| Exercise brief |
Here is a block of records. Copy every line in it that includes "name".

| Material provided |

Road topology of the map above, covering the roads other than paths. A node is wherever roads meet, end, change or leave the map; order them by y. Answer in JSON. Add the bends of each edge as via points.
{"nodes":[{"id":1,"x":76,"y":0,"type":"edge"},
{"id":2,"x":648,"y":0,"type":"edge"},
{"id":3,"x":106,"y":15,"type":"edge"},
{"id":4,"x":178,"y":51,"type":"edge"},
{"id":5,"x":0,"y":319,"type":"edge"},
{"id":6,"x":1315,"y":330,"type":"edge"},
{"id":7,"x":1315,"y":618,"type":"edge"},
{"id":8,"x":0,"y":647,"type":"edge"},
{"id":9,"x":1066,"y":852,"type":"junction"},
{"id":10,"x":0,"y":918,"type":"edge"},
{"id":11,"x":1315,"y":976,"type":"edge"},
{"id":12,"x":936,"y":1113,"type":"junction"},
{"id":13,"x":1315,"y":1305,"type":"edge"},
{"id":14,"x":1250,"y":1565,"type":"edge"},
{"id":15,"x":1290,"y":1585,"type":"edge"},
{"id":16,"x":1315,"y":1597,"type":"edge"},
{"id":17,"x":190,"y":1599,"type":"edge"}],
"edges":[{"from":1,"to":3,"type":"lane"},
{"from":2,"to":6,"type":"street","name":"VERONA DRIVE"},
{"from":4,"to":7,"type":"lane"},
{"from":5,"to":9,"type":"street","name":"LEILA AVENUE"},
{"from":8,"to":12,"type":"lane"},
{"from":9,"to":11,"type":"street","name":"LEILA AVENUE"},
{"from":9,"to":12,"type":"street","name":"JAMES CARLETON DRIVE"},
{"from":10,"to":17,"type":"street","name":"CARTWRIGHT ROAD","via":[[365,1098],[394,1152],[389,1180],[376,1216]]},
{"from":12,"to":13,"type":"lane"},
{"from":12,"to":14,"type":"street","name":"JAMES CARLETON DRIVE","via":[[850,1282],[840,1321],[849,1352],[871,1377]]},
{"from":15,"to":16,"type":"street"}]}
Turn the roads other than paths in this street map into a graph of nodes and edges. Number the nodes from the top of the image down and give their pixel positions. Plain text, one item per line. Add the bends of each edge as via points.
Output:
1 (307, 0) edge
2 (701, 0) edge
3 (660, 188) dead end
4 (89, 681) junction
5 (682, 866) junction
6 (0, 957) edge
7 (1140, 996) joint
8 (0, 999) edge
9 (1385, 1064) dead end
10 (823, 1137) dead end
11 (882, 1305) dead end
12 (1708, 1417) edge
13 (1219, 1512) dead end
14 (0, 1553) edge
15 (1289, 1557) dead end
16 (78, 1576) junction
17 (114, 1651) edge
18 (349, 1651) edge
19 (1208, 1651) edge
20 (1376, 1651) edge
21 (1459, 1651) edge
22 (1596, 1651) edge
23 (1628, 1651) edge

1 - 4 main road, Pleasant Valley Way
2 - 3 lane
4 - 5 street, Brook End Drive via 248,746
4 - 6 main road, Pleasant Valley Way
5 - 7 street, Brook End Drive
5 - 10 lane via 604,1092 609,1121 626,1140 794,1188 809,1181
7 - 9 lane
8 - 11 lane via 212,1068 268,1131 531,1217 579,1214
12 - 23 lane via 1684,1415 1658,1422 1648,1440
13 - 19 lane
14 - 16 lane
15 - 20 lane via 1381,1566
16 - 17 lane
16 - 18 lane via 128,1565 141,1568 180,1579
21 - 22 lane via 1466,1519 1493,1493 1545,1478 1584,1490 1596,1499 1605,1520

| Written solution |
{"from":2,"to":6,"type":"street","name":"VERONA DRIVE"},
{"from":5,"to":9,"type":"street","name":"LEILA AVENUE"},
{"from":9,"to":11,"type":"street","name":"LEILA AVENUE"},
{"from":9,"to":12,"type":"street","name":"JAMES CARLETON DRIVE"},
{"from":10,"to":17,"type":"street","name":"CARTWRIGHT ROAD","via":[[365,1098],[394,1152],[389,1180],[376,1216]]},
{"from":12,"to":14,"type":"street","name":"JAMES CARLETON DRIVE","via":[[850,1282],[840,1321],[849,1352],[871,1377]]},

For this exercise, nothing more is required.